(What the task asks): Each line of the records containing "Abbas" is to be copied out and returned.

(Supplied information):

——————

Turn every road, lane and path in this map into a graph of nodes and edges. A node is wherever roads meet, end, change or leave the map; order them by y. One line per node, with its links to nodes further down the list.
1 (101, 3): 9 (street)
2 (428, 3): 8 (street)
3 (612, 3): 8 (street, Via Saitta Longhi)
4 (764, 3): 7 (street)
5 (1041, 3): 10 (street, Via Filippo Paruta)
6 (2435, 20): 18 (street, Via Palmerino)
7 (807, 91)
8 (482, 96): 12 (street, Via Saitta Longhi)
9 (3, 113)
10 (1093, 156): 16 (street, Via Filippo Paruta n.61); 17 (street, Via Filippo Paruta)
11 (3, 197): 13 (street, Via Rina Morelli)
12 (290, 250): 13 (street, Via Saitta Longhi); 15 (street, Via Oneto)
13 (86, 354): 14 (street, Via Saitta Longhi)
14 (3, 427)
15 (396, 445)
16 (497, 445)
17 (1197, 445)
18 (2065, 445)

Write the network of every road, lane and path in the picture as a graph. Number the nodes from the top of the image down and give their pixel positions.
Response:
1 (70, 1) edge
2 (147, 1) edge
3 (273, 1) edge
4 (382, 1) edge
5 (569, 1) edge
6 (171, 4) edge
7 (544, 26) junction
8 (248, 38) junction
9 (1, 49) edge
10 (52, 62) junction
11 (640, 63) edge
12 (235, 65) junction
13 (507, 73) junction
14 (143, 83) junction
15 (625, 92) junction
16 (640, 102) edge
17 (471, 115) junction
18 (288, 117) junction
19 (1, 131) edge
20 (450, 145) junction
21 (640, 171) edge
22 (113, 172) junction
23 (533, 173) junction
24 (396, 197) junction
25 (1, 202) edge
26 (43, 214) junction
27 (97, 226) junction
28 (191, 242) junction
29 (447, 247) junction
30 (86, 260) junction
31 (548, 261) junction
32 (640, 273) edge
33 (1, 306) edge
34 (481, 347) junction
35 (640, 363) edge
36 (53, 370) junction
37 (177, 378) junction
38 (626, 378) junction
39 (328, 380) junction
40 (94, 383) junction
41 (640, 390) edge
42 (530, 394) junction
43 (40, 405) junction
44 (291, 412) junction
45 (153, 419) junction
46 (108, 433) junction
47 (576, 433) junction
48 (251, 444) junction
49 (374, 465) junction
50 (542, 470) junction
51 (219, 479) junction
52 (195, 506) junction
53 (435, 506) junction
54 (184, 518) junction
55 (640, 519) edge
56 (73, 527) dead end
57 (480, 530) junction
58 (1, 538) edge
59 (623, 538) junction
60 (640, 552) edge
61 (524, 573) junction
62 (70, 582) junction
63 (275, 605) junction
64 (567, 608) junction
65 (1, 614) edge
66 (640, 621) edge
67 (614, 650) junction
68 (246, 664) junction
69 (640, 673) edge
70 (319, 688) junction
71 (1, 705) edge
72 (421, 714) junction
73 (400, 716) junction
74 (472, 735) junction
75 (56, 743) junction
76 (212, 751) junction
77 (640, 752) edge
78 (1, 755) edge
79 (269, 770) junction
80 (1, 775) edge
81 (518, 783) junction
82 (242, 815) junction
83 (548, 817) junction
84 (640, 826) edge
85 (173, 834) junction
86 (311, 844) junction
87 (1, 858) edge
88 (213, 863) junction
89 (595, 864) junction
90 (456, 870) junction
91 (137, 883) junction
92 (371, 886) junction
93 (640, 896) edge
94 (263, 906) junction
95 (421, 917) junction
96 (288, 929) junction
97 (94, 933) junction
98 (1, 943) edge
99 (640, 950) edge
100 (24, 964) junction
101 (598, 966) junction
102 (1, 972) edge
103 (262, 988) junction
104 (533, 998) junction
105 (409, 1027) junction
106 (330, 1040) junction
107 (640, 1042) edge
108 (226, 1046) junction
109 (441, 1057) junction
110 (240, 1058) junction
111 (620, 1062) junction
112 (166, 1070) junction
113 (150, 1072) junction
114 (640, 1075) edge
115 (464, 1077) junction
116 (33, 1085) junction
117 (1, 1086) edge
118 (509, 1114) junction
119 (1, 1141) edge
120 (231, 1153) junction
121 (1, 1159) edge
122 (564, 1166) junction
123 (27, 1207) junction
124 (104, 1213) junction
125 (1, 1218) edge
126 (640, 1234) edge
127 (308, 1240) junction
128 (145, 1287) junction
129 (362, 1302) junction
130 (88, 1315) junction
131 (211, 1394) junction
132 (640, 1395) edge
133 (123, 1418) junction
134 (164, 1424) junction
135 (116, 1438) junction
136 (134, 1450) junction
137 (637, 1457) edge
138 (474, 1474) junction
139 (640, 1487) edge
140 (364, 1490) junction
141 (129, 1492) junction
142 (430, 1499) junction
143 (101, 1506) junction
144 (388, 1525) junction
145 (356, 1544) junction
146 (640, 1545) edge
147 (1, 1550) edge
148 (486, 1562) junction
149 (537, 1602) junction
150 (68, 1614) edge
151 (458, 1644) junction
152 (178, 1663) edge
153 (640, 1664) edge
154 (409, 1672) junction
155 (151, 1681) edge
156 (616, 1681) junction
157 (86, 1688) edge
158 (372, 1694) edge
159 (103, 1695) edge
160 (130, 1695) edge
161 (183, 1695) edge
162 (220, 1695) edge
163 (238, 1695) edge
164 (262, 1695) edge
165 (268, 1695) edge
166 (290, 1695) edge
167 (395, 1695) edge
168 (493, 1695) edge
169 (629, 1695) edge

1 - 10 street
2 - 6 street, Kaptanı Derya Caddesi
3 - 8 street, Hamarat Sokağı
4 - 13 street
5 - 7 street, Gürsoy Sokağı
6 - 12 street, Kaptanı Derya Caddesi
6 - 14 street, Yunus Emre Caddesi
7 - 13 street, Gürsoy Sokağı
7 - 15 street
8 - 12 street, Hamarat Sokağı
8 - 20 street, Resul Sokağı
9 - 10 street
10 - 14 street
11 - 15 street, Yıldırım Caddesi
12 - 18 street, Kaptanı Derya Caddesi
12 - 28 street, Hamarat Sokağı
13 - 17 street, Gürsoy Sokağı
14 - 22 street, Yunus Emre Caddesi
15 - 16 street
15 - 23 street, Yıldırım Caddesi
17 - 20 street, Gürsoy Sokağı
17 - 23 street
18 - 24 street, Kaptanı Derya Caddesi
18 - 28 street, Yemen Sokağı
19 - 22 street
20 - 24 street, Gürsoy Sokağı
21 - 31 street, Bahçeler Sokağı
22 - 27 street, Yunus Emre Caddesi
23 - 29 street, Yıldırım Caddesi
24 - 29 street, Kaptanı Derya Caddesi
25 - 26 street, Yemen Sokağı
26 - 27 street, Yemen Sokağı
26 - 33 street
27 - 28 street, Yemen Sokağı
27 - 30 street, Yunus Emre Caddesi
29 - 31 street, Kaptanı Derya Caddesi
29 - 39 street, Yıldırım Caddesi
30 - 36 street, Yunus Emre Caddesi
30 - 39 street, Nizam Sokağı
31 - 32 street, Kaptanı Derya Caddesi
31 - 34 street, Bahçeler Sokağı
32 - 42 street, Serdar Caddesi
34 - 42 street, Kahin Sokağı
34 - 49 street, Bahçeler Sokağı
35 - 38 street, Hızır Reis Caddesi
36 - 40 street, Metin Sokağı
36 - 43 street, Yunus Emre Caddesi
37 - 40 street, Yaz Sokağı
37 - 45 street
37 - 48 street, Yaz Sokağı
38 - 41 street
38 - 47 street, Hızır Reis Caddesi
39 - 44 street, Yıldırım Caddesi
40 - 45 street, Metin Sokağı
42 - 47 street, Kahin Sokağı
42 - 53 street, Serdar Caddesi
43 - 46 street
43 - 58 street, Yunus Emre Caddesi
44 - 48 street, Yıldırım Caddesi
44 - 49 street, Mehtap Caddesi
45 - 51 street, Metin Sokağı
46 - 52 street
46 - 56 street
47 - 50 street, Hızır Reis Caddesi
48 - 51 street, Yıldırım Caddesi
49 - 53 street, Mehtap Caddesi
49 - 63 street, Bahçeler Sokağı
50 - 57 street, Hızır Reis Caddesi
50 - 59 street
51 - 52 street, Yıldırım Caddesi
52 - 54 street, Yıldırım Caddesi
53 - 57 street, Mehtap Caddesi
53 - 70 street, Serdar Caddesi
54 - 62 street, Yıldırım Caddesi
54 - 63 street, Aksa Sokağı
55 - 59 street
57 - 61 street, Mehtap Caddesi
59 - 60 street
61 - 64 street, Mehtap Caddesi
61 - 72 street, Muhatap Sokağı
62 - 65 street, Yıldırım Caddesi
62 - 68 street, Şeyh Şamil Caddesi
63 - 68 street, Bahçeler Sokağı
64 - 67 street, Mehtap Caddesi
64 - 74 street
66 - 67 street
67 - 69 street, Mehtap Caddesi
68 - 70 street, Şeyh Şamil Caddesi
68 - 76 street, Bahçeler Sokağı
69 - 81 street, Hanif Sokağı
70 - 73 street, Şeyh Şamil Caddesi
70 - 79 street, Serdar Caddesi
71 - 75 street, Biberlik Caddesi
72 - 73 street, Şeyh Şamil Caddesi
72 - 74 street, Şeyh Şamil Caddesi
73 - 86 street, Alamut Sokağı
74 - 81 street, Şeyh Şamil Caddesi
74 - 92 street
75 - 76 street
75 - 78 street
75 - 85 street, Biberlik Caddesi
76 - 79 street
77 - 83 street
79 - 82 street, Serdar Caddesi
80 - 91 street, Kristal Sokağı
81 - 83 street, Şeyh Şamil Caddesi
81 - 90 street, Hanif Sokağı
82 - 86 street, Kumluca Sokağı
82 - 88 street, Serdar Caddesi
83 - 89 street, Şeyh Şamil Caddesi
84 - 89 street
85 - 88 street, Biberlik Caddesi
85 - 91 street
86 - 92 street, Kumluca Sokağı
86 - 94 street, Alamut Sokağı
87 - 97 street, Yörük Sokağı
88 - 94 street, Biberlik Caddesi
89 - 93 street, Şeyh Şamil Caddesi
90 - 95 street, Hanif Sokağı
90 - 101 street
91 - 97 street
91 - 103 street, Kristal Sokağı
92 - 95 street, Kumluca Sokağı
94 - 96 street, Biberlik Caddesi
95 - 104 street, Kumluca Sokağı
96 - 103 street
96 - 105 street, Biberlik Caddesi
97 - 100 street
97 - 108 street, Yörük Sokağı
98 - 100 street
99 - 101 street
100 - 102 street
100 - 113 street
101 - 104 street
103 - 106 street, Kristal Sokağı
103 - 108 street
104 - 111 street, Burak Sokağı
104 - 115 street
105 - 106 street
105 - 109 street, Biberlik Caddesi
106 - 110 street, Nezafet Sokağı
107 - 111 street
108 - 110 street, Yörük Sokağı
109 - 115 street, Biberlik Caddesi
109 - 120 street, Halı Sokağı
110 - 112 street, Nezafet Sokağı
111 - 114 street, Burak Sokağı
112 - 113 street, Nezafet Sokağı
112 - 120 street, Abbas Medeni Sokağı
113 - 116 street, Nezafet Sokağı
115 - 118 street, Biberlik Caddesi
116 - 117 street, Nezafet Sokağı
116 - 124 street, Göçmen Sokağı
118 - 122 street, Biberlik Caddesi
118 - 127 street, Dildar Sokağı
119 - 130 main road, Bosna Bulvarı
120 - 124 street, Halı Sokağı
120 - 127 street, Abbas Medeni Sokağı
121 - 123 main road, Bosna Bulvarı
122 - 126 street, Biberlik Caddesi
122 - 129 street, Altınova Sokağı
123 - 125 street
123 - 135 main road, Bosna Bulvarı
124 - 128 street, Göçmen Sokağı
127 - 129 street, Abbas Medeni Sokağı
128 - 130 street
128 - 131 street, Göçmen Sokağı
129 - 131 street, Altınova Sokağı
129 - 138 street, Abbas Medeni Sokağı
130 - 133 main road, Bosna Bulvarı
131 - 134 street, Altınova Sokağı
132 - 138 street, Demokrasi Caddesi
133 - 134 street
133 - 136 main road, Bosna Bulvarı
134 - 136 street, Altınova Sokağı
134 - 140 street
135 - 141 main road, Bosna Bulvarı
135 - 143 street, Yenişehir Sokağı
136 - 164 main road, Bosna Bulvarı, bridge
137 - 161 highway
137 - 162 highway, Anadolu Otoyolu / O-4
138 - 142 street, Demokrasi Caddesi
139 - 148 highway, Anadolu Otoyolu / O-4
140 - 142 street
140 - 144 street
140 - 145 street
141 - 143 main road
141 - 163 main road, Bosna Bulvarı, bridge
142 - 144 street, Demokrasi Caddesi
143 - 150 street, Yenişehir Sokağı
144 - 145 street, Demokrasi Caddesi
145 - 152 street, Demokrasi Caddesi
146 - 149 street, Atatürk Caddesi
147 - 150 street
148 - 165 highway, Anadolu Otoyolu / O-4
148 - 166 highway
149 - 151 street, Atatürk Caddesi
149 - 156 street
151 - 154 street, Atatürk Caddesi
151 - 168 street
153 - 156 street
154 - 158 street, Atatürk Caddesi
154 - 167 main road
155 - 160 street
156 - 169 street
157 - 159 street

——————

(Answer area):
112 - 120 street, Abbas Medeni Sokağı
120 - 127 street, Abbas Medeni Sokağı
127 - 129 street, Abbas Medeni Sokağı
129 - 138 street, Abbas Medeni Sokağı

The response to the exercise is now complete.